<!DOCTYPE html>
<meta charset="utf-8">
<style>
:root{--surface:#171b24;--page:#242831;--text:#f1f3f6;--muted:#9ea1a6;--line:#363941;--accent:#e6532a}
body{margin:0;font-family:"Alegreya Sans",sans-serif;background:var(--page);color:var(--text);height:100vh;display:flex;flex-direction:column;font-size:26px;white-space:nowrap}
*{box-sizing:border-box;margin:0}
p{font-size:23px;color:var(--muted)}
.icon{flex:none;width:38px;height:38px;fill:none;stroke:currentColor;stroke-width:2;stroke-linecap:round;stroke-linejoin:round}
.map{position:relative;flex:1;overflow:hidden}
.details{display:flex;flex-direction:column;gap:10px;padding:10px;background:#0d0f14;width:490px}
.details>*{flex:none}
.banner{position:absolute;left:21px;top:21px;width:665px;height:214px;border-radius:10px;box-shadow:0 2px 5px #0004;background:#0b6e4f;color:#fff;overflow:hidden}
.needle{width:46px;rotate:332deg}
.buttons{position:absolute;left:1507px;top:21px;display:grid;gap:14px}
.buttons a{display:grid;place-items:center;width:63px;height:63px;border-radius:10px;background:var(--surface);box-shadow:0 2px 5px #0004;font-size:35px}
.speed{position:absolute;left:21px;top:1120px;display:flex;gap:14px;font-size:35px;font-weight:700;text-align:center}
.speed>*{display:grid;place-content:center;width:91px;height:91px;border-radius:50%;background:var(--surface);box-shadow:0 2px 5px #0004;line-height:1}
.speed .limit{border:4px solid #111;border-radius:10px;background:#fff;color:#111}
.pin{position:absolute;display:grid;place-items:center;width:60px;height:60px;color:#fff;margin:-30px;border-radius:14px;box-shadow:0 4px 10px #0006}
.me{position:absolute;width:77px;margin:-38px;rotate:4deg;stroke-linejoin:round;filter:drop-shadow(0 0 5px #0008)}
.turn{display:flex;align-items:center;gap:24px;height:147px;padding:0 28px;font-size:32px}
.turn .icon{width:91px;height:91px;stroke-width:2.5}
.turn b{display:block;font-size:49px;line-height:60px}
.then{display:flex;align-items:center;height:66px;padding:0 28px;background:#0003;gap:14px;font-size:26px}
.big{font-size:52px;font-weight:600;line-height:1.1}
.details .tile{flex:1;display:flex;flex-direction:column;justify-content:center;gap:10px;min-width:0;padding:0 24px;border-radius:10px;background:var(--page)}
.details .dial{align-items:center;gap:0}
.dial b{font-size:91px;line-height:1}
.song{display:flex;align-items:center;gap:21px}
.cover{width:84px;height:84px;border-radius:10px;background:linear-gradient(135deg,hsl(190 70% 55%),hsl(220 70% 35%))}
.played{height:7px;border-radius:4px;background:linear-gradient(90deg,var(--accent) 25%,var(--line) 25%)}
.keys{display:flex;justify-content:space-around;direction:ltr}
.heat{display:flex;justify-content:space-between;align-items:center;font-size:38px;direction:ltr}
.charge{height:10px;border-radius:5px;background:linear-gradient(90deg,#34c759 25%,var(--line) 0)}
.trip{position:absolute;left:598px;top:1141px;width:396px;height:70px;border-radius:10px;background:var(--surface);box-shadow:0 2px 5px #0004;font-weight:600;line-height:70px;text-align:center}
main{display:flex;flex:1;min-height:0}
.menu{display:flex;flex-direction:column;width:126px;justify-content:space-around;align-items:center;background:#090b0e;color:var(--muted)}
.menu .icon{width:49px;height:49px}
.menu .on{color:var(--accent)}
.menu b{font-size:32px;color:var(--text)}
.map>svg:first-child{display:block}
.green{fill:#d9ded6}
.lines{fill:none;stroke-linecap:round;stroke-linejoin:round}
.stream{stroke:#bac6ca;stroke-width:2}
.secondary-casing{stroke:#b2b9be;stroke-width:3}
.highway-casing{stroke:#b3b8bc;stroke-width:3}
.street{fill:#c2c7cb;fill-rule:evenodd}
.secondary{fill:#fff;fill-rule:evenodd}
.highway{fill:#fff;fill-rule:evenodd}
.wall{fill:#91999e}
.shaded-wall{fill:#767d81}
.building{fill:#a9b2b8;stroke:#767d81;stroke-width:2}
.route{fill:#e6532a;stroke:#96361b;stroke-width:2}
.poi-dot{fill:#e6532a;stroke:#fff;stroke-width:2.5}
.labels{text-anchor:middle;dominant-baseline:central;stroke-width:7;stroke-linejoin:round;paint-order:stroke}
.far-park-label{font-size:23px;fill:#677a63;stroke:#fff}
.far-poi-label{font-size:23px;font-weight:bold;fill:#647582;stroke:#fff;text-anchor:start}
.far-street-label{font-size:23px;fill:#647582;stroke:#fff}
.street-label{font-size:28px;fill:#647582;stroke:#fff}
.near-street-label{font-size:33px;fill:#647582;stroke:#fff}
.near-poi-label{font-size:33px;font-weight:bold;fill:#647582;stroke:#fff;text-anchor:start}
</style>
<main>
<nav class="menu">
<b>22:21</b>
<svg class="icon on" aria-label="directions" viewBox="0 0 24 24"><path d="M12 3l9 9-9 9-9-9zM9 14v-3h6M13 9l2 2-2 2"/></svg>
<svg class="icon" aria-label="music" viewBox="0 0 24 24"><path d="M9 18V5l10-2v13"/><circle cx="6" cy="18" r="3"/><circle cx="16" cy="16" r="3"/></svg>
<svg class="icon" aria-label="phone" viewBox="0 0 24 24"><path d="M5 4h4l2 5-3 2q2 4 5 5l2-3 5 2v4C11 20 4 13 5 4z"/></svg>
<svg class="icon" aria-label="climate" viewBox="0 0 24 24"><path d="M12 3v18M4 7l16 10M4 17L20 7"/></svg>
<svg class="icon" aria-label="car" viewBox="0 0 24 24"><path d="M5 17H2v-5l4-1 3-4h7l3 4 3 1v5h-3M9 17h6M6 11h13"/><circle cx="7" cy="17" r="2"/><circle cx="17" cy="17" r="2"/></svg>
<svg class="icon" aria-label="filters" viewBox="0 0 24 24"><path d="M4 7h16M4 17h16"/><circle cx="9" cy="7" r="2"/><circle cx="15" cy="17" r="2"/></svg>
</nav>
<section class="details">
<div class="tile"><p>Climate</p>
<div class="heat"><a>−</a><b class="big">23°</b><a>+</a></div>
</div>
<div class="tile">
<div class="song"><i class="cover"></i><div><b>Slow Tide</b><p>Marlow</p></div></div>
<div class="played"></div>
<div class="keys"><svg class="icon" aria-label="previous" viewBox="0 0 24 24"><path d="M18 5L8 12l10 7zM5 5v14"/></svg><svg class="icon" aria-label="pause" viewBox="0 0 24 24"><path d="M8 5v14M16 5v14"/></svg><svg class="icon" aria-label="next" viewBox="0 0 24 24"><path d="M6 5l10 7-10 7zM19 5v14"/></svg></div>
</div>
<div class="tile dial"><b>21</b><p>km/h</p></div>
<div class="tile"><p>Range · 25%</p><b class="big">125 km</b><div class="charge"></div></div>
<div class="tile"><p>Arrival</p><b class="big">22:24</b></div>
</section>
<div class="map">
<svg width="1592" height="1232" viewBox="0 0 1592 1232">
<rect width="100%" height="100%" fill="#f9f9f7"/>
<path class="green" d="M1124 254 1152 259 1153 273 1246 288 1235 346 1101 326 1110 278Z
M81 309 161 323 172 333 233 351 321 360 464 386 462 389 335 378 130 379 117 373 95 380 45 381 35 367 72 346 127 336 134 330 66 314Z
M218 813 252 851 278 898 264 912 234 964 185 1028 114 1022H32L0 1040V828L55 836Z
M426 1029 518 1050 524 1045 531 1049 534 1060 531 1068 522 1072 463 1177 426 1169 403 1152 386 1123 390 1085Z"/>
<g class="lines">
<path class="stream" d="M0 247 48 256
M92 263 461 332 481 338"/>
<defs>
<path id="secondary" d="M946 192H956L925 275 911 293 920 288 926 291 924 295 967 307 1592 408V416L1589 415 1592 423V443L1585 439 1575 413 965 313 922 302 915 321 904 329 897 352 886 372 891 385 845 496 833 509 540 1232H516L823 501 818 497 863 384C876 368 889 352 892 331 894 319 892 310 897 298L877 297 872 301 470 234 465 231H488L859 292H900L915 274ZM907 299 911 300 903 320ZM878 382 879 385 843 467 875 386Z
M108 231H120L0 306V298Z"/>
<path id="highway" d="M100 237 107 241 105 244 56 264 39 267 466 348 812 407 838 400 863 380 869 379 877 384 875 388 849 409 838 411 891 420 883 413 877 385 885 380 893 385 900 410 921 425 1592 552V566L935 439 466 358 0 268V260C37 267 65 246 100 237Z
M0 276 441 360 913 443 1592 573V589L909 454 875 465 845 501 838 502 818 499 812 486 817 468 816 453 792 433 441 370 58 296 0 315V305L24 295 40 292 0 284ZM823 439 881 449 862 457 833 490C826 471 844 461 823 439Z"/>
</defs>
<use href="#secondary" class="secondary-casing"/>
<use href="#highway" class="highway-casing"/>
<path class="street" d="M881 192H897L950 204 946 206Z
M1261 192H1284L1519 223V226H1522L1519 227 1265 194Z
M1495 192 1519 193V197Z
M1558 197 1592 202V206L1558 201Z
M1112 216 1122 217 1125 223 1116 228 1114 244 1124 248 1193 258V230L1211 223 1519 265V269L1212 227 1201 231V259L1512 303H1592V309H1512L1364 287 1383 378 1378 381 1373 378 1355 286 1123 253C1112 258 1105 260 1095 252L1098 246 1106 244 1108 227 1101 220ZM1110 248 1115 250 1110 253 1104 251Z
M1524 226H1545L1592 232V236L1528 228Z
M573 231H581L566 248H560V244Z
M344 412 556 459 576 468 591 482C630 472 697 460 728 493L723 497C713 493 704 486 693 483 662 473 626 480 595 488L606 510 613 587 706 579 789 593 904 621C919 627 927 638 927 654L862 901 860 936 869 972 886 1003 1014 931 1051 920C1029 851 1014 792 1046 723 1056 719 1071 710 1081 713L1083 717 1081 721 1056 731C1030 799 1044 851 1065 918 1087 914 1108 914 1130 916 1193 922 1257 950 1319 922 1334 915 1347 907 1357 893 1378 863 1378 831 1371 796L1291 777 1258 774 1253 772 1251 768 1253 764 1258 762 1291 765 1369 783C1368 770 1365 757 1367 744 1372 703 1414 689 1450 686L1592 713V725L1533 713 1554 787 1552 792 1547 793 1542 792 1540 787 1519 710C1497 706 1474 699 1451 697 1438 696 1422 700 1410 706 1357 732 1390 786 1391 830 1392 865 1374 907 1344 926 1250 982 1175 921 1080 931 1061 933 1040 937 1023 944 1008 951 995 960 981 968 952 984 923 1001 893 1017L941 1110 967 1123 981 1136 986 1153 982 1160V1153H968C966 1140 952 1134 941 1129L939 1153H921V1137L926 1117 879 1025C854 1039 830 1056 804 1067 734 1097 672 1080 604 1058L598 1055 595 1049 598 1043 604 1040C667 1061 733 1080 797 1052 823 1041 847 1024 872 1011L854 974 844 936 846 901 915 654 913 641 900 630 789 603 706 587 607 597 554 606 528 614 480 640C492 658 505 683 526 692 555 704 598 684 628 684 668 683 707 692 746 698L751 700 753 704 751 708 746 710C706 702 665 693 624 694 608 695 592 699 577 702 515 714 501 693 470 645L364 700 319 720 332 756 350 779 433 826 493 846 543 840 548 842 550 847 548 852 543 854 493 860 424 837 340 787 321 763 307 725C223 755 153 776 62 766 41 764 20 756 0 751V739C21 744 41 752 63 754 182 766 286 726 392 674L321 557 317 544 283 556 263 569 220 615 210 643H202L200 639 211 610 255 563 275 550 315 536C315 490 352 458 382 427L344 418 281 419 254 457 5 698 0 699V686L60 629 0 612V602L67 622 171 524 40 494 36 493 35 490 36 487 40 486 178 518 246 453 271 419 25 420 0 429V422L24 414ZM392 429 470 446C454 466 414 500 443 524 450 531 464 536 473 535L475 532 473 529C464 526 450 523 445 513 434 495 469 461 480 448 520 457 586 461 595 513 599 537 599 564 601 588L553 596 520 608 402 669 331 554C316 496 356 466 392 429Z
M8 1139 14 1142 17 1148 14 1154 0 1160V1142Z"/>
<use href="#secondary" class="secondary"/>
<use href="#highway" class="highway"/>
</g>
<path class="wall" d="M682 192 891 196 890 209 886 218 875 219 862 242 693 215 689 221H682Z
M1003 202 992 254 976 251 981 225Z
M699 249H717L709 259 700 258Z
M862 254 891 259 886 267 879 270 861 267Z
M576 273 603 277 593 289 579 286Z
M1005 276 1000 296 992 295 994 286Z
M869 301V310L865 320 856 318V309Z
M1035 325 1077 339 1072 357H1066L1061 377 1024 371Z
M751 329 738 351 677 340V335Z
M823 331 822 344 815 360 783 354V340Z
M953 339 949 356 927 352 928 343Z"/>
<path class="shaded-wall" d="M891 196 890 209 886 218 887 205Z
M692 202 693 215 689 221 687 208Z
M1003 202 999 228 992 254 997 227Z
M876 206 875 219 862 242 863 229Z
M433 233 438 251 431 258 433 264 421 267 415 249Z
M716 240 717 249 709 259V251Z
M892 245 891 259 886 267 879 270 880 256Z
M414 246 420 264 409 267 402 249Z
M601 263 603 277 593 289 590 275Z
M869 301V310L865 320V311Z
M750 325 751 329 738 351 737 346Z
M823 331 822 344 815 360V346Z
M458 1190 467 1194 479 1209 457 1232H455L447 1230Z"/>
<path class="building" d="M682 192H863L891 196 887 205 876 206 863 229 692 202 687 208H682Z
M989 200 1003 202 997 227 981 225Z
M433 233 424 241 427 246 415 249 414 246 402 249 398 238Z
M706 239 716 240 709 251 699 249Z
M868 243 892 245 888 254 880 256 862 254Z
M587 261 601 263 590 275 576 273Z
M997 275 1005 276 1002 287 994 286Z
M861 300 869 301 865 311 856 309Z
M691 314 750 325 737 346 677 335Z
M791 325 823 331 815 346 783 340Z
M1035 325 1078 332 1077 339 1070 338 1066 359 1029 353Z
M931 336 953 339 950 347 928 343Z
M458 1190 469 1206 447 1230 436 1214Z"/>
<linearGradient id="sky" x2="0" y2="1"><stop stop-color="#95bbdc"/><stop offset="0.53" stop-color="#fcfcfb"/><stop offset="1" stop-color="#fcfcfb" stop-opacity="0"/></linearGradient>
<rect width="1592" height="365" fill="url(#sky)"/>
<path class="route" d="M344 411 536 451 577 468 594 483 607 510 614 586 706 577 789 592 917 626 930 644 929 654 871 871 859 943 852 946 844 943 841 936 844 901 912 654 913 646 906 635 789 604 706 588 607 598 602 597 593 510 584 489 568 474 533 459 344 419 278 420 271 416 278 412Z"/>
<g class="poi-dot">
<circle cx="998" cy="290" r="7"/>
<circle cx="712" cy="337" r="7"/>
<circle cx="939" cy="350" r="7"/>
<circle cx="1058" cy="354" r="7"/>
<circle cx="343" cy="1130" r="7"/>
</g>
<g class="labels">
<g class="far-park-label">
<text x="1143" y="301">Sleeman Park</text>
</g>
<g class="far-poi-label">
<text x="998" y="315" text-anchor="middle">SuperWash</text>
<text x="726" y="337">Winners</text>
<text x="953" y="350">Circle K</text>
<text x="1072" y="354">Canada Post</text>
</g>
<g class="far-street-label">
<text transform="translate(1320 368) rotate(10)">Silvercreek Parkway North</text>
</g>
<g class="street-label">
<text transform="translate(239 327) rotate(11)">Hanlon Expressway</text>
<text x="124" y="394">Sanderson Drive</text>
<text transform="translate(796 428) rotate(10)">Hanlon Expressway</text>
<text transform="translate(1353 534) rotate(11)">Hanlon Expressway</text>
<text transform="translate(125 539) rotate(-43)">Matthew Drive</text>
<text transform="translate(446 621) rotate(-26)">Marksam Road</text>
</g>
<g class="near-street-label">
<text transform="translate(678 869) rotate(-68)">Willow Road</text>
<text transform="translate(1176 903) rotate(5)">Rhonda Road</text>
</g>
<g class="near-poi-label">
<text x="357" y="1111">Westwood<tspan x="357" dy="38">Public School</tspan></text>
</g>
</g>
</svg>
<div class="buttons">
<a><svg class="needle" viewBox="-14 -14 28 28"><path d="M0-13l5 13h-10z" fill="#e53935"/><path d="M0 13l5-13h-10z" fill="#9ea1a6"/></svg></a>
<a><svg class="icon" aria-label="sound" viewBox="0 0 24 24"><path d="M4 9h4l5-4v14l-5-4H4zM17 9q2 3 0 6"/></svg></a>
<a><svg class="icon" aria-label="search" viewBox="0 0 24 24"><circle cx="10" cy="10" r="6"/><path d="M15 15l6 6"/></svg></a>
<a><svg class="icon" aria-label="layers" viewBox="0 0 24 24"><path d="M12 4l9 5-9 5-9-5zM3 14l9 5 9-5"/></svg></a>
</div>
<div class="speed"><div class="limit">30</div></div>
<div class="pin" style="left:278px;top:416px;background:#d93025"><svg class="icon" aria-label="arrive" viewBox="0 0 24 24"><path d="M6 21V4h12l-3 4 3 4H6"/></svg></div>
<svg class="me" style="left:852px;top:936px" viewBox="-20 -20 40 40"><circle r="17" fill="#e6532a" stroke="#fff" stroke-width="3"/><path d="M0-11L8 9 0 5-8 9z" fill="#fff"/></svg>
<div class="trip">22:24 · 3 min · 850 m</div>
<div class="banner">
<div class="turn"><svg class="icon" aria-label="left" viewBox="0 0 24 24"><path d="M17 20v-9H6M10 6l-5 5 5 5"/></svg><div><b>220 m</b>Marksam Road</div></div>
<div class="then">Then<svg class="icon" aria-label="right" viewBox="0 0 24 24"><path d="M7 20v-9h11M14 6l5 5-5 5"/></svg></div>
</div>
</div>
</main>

========================

Quote the listing above, but only from the line that shows "M8 1139 14 1142" through the line that shows "M869 301V310L865 320 856 318V309Z".

M8 1139 14 1142 17 1148 14 1154 0 1160V1142Z"/>
<use href="#secondary" class="secondary"/>
<use href="#highway" class="highway"/>
</g>
<path class="wall" d="M682 192 891 196 890 209 886 218 875 219 862 242 693 215 689 221H682Z
M1003 202 992 254 976 251 981 225Z
M699 249H717L709 259 700 258Z
M862 254 891 259 886 267 879 270 861 267Z
M576 273 603 277 593 289 579 286Z
M1005 276 1000 296 992 295 994 286Z
M869 301V310L865 320 856 318V309Z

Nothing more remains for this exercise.